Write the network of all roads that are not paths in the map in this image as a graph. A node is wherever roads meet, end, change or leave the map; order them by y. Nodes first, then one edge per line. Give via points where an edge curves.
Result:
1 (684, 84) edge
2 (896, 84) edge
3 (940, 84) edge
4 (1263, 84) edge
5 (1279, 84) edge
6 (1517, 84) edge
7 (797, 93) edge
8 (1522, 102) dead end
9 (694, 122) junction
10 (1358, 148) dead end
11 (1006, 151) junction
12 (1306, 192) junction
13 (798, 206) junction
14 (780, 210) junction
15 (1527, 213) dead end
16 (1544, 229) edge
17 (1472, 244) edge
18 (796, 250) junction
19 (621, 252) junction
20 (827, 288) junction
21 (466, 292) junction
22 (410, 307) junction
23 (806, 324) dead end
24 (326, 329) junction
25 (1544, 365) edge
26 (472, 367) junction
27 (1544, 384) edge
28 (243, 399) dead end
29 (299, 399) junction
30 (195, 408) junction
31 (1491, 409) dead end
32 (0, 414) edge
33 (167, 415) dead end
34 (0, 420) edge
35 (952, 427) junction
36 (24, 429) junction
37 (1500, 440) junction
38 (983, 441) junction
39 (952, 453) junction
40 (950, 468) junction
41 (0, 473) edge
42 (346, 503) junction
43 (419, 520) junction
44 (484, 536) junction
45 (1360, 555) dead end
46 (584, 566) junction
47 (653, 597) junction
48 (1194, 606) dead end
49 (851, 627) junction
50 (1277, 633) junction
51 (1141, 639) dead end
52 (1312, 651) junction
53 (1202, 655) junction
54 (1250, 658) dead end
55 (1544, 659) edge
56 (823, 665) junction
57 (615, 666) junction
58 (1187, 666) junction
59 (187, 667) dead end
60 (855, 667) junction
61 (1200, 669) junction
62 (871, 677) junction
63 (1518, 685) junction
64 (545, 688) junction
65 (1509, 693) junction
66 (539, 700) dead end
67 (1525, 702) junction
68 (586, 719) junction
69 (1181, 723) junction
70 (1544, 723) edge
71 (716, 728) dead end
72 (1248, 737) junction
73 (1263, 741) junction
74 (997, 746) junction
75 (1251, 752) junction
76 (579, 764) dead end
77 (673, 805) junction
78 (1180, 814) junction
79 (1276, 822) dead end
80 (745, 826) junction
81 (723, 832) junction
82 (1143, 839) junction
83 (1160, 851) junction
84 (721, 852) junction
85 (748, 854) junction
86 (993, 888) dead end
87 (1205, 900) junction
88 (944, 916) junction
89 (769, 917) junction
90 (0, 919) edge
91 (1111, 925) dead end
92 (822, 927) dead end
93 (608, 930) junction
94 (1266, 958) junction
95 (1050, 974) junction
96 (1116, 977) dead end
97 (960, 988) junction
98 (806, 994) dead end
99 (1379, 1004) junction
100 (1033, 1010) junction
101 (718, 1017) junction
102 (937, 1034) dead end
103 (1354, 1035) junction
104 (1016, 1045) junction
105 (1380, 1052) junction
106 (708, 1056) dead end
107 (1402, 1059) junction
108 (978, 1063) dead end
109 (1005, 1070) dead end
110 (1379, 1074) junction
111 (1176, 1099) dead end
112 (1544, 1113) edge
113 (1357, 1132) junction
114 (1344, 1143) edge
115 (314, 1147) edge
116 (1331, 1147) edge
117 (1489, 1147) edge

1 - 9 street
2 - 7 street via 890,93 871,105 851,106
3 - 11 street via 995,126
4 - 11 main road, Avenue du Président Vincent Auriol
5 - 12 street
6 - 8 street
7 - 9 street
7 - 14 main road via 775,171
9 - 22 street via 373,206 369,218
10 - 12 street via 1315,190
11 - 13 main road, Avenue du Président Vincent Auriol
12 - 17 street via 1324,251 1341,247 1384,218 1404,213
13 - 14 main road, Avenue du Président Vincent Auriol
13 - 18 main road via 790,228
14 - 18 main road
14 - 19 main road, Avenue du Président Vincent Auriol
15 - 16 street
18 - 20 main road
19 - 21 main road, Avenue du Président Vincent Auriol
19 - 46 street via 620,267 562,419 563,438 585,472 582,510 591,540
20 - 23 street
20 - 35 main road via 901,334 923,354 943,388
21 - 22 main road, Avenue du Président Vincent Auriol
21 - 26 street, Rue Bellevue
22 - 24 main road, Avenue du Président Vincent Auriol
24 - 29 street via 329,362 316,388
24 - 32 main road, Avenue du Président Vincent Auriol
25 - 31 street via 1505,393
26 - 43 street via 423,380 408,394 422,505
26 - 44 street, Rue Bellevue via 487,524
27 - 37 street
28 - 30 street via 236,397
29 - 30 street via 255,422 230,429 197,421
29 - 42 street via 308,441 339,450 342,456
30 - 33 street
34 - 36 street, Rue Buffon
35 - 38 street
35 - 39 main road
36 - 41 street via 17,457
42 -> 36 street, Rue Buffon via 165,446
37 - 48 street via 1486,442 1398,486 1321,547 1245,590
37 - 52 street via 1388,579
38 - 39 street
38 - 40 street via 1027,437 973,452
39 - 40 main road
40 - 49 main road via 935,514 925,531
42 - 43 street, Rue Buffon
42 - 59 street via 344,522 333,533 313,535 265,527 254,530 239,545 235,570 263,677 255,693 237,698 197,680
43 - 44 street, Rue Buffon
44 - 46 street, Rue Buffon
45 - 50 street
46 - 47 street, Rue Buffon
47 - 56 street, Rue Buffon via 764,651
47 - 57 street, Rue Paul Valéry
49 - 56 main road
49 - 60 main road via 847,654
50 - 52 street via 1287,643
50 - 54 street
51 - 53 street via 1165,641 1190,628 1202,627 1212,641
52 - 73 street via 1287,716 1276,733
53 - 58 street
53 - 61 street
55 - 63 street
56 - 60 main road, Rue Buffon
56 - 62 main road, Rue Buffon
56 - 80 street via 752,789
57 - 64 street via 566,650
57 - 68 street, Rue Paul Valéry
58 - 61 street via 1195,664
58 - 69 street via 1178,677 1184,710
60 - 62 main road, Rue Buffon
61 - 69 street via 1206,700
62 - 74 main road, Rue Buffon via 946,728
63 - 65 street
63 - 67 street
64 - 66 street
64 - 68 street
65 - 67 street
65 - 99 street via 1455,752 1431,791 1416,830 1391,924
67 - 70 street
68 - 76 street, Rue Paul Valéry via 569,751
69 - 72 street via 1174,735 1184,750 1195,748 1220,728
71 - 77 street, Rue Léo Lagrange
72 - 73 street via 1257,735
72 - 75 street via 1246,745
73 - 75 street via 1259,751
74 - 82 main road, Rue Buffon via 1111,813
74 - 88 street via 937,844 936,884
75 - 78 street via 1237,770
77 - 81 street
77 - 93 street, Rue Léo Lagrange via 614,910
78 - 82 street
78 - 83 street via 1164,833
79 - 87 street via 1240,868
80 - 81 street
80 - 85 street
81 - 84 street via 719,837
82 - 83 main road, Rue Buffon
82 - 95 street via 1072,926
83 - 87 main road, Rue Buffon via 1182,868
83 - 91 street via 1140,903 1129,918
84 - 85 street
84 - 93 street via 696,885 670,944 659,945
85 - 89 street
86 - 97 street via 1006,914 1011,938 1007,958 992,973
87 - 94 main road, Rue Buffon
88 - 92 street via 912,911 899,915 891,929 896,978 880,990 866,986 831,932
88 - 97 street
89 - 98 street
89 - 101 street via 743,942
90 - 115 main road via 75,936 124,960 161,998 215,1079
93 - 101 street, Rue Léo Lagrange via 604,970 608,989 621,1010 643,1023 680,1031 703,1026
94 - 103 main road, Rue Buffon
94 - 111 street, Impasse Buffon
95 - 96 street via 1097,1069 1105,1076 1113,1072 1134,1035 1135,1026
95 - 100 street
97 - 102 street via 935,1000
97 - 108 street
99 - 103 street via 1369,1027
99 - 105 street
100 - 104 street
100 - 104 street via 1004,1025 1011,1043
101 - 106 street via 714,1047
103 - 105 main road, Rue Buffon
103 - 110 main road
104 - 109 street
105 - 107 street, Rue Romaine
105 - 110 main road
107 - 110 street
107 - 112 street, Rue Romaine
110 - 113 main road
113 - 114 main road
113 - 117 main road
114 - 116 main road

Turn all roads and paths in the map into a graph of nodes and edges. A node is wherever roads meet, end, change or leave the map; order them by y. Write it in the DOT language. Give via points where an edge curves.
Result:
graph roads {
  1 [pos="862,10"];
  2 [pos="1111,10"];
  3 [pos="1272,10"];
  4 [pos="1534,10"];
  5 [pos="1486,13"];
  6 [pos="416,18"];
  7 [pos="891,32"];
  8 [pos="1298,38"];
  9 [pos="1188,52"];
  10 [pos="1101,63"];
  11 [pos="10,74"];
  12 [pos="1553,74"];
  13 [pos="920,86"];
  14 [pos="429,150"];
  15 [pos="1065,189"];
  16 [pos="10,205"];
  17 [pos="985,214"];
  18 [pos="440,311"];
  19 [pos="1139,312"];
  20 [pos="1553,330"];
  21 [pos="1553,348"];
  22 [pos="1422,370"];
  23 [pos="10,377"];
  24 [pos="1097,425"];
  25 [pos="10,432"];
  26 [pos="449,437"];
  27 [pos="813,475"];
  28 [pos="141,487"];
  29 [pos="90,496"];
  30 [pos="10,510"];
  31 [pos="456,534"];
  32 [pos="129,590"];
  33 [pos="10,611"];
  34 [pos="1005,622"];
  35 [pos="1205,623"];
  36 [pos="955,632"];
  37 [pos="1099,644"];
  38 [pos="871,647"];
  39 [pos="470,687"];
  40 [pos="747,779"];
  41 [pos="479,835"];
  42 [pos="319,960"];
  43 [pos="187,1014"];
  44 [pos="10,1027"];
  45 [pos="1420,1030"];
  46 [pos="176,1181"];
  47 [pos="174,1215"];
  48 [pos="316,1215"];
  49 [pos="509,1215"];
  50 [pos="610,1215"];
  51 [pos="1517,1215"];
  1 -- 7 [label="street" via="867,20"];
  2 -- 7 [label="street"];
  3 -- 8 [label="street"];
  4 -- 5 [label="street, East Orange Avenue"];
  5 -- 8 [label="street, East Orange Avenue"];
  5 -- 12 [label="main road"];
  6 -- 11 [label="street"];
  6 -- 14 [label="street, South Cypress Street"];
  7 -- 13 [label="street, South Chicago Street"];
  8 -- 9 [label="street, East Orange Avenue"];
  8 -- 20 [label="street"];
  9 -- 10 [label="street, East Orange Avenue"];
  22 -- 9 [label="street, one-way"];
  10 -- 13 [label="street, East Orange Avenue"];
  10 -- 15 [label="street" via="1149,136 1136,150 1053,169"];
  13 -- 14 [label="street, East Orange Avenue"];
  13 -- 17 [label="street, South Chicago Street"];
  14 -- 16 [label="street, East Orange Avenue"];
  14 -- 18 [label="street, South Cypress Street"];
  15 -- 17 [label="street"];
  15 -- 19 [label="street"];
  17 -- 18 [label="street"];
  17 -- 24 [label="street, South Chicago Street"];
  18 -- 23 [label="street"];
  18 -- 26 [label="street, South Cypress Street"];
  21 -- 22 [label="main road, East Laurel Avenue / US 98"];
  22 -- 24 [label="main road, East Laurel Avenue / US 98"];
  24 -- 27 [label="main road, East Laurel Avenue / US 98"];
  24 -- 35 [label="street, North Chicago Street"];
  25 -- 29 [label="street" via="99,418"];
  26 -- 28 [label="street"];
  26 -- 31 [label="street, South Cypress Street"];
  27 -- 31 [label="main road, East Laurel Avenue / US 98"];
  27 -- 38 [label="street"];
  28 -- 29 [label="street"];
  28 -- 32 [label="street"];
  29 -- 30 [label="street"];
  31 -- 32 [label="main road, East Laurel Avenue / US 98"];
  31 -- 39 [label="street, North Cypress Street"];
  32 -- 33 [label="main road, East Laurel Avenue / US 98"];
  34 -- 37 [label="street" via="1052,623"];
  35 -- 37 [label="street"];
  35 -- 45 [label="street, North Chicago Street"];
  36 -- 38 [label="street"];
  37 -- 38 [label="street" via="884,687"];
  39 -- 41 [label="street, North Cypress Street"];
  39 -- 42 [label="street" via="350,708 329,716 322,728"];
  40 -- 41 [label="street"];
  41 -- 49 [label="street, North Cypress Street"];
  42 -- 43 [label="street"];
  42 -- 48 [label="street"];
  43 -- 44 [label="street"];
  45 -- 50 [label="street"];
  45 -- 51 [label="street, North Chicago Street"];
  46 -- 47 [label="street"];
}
____
Count every line in the listing above that holds "Paul", then report only the count.

= FINAL ANSWER =
3